Bill Clinton a ensuite voulu s’attaquer à la criminalité en général et a instauré la loi des trois prises (« trois prises, vous êtes retiré »). Ce qui a encore fait exploser le nombre d’incarcérations. Il a ensuite parlé de tolérance zéro au sujet des armes à feu à l’école (qui est contre ça, franchement ? ), puis des armes blanches. Les écoles qui n’expulsaient pas automatiquement pour un an un élève pris en flagrant délit perdaient leur financement fédéral.

Le concept a fait son chemin dans tous les domaines. Tolérance zéro pour les prêtres pédophiles, a dit l’Église. Tolérance zéro pour la violence faite aux femmes, ont dit les gouvernements successifs. Tolérance zéro pour l’intimidation à l’école. Tolérance zéro pour le travail au noir. Tolérance zéro pour les coquerelles dans les épiceries, ont dit les inspecteurs de la Ville de Montréal. Tolérance zéro contre les chauffeurs de camions lourds impliqués dans des accidents. Tolérance zéro pour le manque d’éthique à la Ligue de bridge de Montréal. Tolérance zéro pour les graffitis. Etc.

C’est devenu un slogan facile, tolérance zéro. C’est une déclaration d’intention vertueuse, inattaquable. C’est généralement la réponse politique qui se veut « forte » et musclée à un vrai problème trop longtemps négligé.
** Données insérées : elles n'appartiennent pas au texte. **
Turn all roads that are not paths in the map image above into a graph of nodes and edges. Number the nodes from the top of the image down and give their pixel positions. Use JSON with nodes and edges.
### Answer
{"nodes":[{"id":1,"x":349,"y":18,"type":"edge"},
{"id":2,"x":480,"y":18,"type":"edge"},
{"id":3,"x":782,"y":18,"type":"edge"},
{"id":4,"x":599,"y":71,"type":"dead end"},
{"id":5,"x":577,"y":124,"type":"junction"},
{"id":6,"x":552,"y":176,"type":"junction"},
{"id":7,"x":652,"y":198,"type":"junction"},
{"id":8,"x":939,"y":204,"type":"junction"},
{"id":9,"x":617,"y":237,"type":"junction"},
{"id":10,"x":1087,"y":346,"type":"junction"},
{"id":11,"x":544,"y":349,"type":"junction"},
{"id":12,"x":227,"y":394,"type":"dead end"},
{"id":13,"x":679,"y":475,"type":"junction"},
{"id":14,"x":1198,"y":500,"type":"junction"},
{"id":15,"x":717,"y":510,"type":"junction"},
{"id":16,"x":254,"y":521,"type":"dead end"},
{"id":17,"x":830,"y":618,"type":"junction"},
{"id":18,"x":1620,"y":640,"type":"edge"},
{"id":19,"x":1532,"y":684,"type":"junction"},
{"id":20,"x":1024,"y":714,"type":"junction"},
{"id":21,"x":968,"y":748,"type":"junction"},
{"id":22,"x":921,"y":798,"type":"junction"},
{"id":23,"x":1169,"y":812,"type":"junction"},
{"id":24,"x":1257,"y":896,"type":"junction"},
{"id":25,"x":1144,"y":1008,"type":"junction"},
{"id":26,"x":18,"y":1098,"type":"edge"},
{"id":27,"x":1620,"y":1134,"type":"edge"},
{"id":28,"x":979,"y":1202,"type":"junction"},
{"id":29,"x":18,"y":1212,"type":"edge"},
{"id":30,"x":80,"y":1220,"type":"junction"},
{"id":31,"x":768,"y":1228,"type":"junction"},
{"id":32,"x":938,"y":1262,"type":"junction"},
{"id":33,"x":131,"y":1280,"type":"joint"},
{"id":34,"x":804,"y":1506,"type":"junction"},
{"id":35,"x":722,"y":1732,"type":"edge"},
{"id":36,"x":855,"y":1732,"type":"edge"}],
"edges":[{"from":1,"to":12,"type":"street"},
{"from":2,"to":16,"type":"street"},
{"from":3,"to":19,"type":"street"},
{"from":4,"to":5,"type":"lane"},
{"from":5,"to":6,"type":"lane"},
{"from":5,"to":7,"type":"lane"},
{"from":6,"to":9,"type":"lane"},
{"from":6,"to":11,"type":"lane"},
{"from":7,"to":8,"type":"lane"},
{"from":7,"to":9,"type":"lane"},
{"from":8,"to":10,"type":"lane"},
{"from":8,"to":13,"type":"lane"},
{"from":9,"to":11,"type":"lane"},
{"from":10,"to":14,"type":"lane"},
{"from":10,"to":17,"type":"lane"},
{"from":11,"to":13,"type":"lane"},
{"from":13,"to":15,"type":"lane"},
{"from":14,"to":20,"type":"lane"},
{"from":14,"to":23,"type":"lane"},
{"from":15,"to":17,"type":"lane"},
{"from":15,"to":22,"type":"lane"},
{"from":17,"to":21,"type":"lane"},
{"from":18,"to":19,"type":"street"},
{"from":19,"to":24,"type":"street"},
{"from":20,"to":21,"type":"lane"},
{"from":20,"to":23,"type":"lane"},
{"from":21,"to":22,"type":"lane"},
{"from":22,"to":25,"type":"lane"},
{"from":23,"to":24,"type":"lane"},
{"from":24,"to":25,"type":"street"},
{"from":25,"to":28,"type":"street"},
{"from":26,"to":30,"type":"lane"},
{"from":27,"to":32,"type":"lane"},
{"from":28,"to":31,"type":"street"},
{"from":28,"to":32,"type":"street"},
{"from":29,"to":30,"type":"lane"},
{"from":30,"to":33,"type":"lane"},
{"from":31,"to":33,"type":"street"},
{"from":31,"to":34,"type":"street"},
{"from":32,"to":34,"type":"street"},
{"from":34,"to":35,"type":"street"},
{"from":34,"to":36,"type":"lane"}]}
C’est aussi une posture officielle. Une façon pour les autorités de se distancier du problème en question. De montrer qu’on fait quelque chose. Qu’on prend ça au sérieux.

Comme une mauvaise conscience qu’on voudrait racheter.

On fait quoi, une fois qu’on a déclaré sa tolérance zéro ? On égalise tout écart, il n’y a plus de sanctions intermédiaires ? Une fois la chose intolérable identifiée, on n’a plus à réfléchir sur la gravité relative des choses ? Toute apparence d’écart à la politique de tolérance zéro doit être sanctionnée immédiatement et au maximum, pour donner à voir sa superbe intolérance ?

Une peine moins lourde au voleur d’un œuf qu’au voleur d’un bœuf, est-ce tolérer le vol ? Faire la différence entre une erreur de jugement, même une grave erreur, et la négligence criminelle entraînant la mort d’une patiente, c’est permis, dans une politique de tolérance zéro ?

J’ai l’air de parler du cas de Joliette, mais pas vraiment.

Je pose la question pour le futur. Ce futur parfait, réparé, où toute chose intolérable sera ramenée au degré zéro.